Comparando frameworks
Agora com o Vitest executando todos os nossos testes eu podia medir o consumo de memória usando o mesmo processo descrito acima. E aqui estão os resultados:
Como o Vitest usa threads para paralelismo ao invés de processos, nós só temos três processos no gráfico, sendo eles um test runner, o esbuild e o próprio procpath. Mas nesse caso podemos considerar o consumo de memória do esbuild desprezível.

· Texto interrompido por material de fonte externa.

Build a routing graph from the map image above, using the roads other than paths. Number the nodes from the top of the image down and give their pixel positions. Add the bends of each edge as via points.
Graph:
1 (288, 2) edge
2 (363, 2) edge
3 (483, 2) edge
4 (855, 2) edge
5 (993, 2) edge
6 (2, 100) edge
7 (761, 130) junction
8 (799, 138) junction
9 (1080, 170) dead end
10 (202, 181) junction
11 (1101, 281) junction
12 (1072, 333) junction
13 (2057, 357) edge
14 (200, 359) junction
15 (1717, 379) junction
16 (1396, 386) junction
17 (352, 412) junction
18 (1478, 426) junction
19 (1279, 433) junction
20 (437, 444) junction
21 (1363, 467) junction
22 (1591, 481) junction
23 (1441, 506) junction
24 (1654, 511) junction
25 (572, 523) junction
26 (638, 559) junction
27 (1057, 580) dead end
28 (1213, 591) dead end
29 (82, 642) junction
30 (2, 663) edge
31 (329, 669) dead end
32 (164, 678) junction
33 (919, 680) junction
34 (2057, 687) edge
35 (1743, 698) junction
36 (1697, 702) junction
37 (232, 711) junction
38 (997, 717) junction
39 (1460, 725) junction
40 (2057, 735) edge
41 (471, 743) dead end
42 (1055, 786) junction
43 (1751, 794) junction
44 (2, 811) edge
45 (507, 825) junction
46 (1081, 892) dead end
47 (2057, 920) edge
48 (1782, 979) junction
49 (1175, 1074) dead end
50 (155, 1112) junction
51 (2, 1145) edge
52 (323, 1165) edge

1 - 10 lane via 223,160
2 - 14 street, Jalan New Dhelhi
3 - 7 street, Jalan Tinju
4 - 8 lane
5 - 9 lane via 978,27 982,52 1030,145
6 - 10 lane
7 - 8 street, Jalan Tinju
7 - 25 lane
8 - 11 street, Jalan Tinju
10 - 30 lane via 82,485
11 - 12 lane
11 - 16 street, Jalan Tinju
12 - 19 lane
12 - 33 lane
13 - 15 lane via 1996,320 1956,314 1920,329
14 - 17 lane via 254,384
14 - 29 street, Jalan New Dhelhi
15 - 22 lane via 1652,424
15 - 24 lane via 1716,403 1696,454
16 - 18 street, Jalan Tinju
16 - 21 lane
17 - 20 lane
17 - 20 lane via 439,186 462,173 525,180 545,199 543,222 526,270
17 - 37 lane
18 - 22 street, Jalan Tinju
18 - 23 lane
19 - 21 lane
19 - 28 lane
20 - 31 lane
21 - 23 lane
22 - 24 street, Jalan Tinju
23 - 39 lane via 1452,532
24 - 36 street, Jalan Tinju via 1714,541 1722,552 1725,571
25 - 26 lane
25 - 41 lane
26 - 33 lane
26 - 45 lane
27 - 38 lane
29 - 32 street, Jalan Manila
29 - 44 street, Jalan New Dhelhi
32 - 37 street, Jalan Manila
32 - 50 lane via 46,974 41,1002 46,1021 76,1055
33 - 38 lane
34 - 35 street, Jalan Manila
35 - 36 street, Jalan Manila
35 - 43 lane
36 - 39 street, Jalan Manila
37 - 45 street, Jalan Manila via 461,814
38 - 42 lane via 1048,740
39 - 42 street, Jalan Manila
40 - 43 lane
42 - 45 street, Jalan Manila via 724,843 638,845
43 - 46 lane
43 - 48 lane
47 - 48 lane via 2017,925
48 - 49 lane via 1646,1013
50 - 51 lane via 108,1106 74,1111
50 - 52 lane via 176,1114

Aqui usei novamente o PyPlot para criar um gráfico comparativo do consumo agregado de memória:
Como podemos ver, apesar do Vitest demorar um pouco mais para executar os testes, ele mantém um consumo de memória estável ao longo do tempo, enquanto o Jest tem um consumo crescente.
E então?
Como observado, não somente o Vitest se mostrou extremamente mais performático quando comparado ao Jest, mas o esforço necessário para fazer a migração é pequeno devido à API compatível. Além disso, o Vitest entrega suporte aos novos módulos ESM nativamente, algo que já nos impediu de usar algumas bibliotecas no passado.